> **WORK TO BE COMPLETED**
The span to be transcribed begins with the line that contains "Give me a JSON index of the" and ends with the last line of the listing; copy it exactly and include nothing else.

> **RECORDS SHOWN**
● ● ●

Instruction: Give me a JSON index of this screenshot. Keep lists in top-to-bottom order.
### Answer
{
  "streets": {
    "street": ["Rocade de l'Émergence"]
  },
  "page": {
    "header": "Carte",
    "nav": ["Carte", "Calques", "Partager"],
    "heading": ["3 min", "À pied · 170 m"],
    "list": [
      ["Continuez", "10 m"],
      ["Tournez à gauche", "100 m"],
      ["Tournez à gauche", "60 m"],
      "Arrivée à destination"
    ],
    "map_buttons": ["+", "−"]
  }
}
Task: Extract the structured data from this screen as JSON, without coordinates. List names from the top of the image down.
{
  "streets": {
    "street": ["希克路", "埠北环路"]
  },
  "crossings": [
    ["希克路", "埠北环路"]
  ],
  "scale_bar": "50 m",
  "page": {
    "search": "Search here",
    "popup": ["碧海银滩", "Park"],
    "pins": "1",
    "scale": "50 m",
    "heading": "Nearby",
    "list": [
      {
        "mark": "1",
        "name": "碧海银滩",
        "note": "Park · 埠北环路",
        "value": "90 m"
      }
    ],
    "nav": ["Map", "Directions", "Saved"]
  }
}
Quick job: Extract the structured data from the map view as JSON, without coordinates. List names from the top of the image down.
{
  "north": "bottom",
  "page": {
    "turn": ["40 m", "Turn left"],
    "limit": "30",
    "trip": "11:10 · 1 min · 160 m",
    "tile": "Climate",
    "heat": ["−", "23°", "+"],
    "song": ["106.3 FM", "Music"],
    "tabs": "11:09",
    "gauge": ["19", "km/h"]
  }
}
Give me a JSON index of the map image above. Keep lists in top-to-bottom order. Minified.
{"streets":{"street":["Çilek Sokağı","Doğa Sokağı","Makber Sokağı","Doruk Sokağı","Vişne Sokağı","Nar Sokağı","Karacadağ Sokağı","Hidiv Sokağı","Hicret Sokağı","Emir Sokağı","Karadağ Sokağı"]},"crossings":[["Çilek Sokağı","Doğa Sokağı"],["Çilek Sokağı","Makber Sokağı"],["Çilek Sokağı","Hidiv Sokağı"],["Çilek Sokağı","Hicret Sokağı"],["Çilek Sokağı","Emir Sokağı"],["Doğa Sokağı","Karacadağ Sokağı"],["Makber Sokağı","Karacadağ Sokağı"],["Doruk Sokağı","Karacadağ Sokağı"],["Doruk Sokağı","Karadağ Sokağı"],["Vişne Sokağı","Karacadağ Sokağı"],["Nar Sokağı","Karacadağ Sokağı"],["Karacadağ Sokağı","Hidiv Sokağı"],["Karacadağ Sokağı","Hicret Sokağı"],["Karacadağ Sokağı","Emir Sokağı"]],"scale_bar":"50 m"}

● ● ●

> **WRITTEN ANSWER**
Give me a JSON index of the map image above. Keep lists in top-to-bottom order. Minified.
{"streets":{"street":["Çilek Sokağı","Doğa Sokağı","Makber Sokağı","Doruk Sokağı","Vişne Sokağı","Nar Sokağı","Karacadağ Sokağı","Hidiv Sokağı","Hicret Sokağı","Emir Sokağı","Karadağ Sokağı"]},"crossings":[["Çilek Sokağı","Doğa Sokağı"],["Çilek Sokağı","Makber Sokağı"],["Çilek Sokağı","Hidiv Sokağı"],["Çilek Sokağı","Hicret Sokağı"],["Çilek Sokağı","Emir Sokağı"],["Doğa Sokağı","Karacadağ Sokağı"],["Makber Sokağı","Karacadağ Sokağı"],["Doruk Sokağı","Karacadağ Sokağı"],["Doruk Sokağı","Karadağ Sokağı"],["Vişne Sokağı","Karacadağ Sokağı"],["Nar Sokağı","Karacadağ Sokağı"],["Karacadağ Sokağı","Hidiv Sokağı"],["Karacadağ Sokağı","Hicret Sokağı"],["Karacadağ Sokağı","Emir Sokağı"]],"scale_bar":"50 m"}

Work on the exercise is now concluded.